* Work instruction: Give back every record exactly, images excluded.

[Saved data entries]
*** Begin section ***

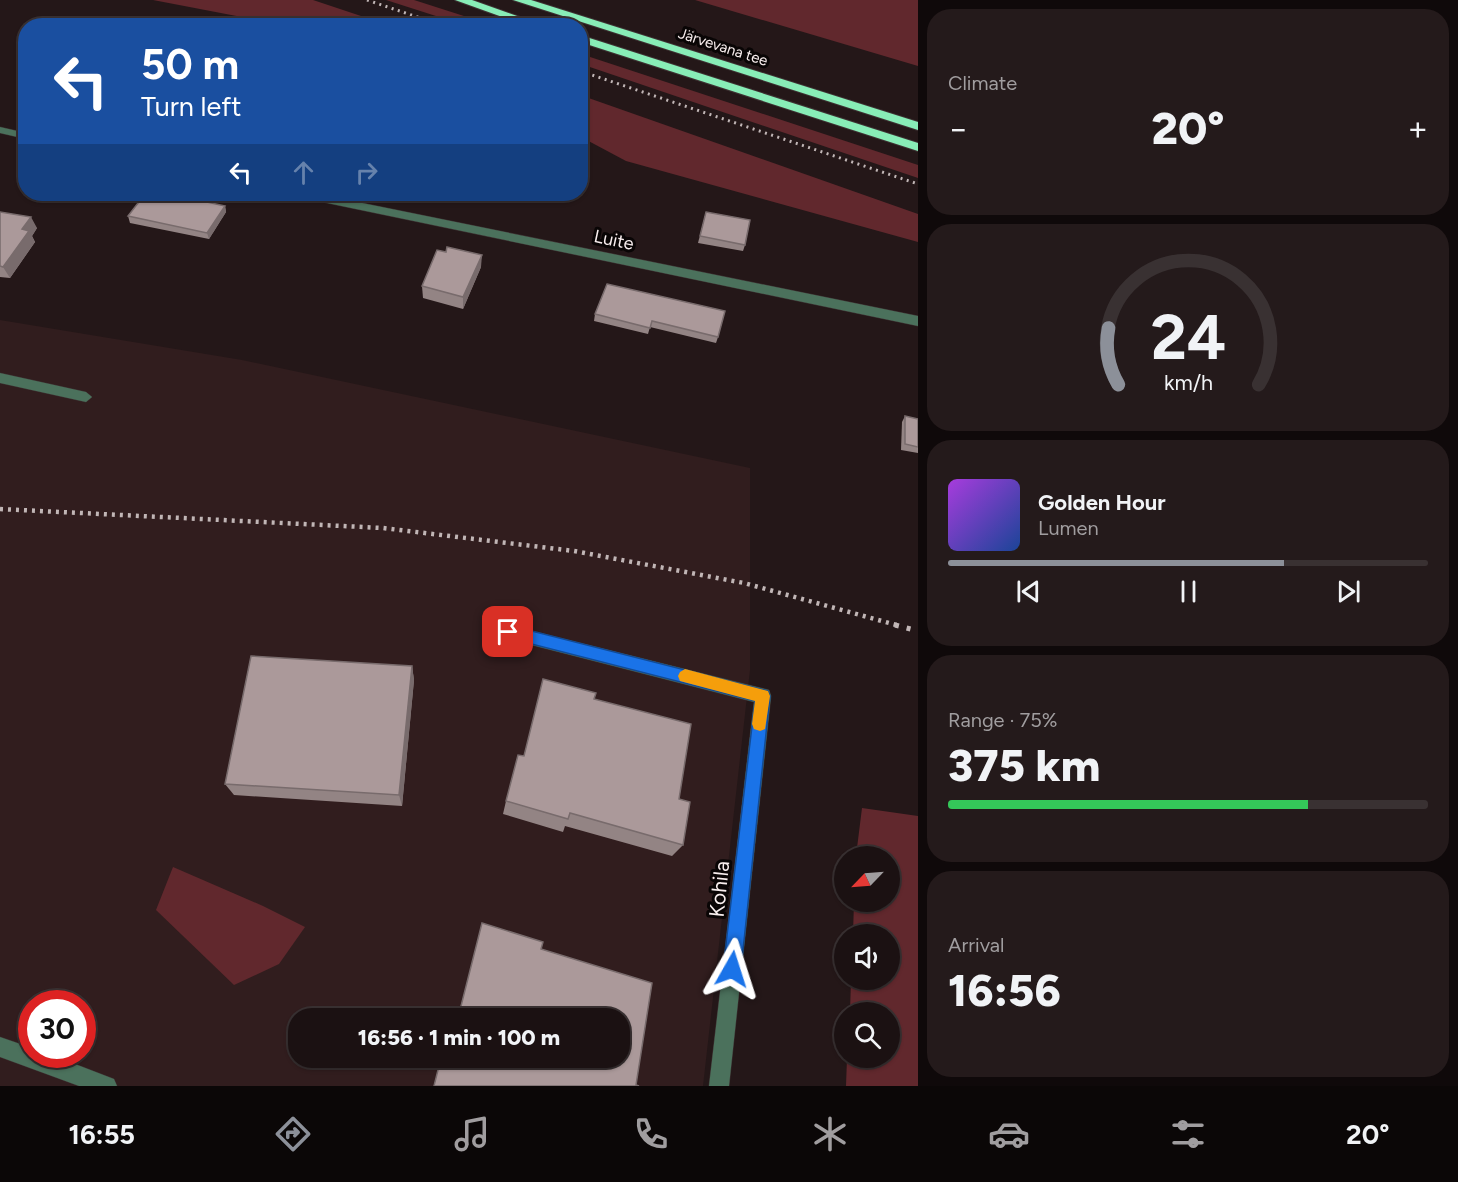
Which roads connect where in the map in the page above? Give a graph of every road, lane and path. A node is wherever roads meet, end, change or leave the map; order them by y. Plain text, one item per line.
1 (461, 0) edge
2 (519, 0) edge
3 (516, 18) edge
4 (576, 18) edge
5 (588, 22) edge
6 (588, 41) edge
7 (918, 126) edge
8 (0, 130) edge
9 (18, 134) edge
10 (918, 147) edge
11 (336, 201) edge
12 (918, 321) edge
13 (0, 378) edge
14 (86, 397) dead end
15 (508, 632) dead end
16 (0, 1047) edge
17 (107, 1086) edge
18 (719, 1086) edge

1 - 3 highway
2 - 4 highway, Järvevana tee
5 - 7 highway, Järvevana tee
6 - 10 highway, Järvevana tee
8 - 9 street
11 - 12 street, Luite
13 - 14 lane
15 - 18 street, Kohila
16 - 17 street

*** End section ***

* Answer section:
Which roads connect where in the map in the page above? Give a graph of every road, lane and path. A node is wherever roads meet, end, change or leave the map; order them by y. Plain text, one item per line.
1 (461, 0) edge
2 (519, 0) edge
3 (516, 18) edge
4 (576, 18) edge
5 (588, 22) edge
6 (588, 41) edge
7 (918, 126) edge
8 (0, 130) edge
9 (18, 134) edge
10 (918, 147) edge
11 (336, 201) edge
12 (918, 321) edge
13 (0, 378) edge
14 (86, 397) dead end
15 (508, 632) dead end
16 (0, 1047) edge
17 (107, 1086) edge
18 (719, 1086) edge

1 - 3 highway
2 - 4 highway, Järvevana tee
5 - 7 highway, Järvevana tee
6 - 10 highway, Järvevana tee
8 - 9 street
11 - 12 street, Luite
13 - 14 lane
15 - 18 street, Kohila
16 - 17 street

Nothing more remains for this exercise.